Asked Wednesday during a screening in Washington, D.C., what he says to critics who believe the film is an attempt to exonerate him, Dan Rather was defiant.
“From what did I need exonerating?” said Rather, who has maintained that the “60 Minutes” was true even if the documents weren’t authentic. “We reported a true story. Like I said, the process by which we provide the truth is not perfect. So, from what did we need exonerating?”
Director James Vanderbilt was also at the screening and said he intended to show audiences that it is TV producers who do the bulk of the behind-the-scenes researching and newsgathering, not the on-air correspondents.
“Dan was anchoring the [‘Evening News’] five nights a week,” Vanderbilt said. “If there was a hurricane, he was certainly there. If there was a war on, and there were two at the time, he was there and he was also doing ’60 Minutes,’ too. So, Mary Mapes’ job was to find that story and put it together. So, I was fascinated by that. I was fascinated by how that works.”

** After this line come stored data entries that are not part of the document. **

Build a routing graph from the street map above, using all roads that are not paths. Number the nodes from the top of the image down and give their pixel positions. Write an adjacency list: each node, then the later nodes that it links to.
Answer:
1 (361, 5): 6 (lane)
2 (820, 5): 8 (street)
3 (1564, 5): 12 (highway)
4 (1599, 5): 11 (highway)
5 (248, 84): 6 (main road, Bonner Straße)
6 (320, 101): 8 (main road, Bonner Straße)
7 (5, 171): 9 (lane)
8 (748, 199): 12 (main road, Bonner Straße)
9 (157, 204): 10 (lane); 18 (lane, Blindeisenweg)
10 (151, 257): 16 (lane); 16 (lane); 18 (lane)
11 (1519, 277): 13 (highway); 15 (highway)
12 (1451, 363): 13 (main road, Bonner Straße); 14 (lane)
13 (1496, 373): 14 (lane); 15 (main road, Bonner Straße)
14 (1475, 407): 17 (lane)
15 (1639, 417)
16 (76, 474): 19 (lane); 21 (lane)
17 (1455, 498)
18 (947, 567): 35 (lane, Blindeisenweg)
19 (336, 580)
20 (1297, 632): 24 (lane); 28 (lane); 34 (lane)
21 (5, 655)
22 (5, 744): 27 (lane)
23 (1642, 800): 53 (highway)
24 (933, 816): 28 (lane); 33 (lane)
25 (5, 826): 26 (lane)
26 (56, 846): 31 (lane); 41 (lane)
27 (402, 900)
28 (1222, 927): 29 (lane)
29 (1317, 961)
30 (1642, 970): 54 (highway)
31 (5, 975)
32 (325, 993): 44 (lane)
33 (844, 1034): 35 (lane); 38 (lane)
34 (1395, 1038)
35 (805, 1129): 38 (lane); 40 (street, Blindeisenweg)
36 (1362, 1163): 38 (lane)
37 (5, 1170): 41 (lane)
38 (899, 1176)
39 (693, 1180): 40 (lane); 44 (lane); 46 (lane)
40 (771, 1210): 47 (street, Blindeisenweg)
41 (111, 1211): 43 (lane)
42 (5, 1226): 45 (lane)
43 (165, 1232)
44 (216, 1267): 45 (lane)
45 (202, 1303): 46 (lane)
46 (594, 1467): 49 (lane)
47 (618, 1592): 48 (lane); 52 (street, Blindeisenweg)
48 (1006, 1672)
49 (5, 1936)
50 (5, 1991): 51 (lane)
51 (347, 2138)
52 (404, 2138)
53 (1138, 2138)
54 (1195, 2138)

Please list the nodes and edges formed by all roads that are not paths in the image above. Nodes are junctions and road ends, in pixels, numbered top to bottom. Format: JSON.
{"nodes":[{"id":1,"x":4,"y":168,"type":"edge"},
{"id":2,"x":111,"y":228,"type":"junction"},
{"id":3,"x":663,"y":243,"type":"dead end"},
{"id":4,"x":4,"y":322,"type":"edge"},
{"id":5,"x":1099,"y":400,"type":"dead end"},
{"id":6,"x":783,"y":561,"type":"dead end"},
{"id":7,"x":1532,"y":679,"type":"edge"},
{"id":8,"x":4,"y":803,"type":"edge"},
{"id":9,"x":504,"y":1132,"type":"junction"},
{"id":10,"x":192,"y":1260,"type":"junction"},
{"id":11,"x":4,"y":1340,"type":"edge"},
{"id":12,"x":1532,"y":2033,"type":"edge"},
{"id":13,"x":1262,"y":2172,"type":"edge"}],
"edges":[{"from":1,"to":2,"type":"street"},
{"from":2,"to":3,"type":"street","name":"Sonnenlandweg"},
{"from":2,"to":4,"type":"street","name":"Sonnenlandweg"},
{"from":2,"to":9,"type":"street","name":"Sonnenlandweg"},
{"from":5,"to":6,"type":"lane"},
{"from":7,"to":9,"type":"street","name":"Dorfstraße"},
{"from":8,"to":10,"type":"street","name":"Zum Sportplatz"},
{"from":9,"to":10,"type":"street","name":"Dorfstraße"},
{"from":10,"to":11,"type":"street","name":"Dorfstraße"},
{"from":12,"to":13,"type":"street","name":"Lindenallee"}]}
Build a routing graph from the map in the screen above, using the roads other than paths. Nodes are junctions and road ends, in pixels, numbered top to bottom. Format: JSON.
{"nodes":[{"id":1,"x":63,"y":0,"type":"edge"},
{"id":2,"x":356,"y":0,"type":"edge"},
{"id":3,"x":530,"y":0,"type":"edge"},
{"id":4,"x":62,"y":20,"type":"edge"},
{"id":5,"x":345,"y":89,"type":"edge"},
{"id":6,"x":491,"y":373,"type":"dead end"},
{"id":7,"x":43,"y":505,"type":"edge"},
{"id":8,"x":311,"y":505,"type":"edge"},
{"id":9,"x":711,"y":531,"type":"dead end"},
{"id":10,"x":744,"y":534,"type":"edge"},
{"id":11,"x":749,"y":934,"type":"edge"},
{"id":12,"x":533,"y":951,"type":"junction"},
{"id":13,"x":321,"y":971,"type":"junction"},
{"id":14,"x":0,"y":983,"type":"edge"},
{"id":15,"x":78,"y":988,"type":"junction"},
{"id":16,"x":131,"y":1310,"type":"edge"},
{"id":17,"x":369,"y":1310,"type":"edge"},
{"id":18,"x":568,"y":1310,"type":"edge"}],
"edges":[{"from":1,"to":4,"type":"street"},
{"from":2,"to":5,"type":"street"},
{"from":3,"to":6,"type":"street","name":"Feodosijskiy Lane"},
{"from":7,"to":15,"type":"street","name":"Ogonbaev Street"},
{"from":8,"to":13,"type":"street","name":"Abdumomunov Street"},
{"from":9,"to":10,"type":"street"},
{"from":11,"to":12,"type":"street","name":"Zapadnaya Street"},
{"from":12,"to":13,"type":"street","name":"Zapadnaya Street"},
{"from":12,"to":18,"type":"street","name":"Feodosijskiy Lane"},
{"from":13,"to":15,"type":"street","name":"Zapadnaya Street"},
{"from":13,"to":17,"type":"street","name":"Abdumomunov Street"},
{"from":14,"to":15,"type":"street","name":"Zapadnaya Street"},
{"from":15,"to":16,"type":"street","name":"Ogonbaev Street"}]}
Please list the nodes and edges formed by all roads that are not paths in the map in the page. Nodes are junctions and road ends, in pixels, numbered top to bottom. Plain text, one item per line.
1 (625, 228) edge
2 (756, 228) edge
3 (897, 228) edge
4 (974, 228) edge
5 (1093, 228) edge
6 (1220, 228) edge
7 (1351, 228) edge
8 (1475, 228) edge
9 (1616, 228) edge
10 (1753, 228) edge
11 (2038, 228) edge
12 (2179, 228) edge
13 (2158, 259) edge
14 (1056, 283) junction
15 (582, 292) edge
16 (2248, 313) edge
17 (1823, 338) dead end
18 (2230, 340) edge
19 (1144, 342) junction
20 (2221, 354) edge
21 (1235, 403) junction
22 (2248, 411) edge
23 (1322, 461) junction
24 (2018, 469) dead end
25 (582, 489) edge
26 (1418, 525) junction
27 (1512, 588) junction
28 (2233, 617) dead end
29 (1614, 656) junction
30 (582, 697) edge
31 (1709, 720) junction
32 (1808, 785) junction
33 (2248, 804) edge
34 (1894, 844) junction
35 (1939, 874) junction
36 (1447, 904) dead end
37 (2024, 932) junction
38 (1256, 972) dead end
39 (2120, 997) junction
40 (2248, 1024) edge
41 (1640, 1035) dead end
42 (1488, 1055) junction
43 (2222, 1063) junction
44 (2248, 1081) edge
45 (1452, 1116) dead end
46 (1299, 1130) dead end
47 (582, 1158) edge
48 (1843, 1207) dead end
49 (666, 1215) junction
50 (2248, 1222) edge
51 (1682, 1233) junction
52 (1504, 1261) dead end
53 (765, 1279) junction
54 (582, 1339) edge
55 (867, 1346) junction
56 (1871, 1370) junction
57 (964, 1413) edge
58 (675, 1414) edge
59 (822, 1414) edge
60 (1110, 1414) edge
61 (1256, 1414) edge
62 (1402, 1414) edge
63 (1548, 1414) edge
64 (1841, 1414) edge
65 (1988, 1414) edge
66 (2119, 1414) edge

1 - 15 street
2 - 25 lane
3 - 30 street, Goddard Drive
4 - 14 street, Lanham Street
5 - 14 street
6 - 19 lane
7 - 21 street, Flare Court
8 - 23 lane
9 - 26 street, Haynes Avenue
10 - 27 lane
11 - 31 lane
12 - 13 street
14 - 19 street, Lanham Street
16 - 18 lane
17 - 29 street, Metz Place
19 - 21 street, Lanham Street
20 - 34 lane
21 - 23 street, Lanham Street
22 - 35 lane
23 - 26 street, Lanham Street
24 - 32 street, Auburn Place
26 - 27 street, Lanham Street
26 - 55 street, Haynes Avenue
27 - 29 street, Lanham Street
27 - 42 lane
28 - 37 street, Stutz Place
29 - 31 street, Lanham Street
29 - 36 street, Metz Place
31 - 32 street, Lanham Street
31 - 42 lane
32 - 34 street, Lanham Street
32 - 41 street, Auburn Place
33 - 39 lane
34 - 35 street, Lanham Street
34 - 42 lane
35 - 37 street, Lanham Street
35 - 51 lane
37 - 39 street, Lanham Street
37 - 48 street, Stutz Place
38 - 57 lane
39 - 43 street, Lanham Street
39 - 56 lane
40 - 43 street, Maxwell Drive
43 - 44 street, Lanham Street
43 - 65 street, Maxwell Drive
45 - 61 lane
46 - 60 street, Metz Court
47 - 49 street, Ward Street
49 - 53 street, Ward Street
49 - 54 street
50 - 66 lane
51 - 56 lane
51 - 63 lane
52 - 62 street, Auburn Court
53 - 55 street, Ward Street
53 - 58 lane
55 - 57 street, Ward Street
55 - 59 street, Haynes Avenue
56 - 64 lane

The movie, which releases nationwide Friday, does show missteps Mapes and her production team took in verifying the credibility of some sources and their motivations in cooperating with her investigation. Rather’s character is mostly seen receiving information on the development of the story and only one time does he ask that Mapes seek another way to verify the contents of the documents.
“One of the things I love about the film is I don’t think it sugar coated what went on,” said Rather. “It showed us at some of our worst moments. It showed some of the worst decisions that we made. And I think the film is all the stronger for doing that. Far from exonerating us, it took you inside and showed you what was happening, when it was happening, how it was happening. And what the results were.”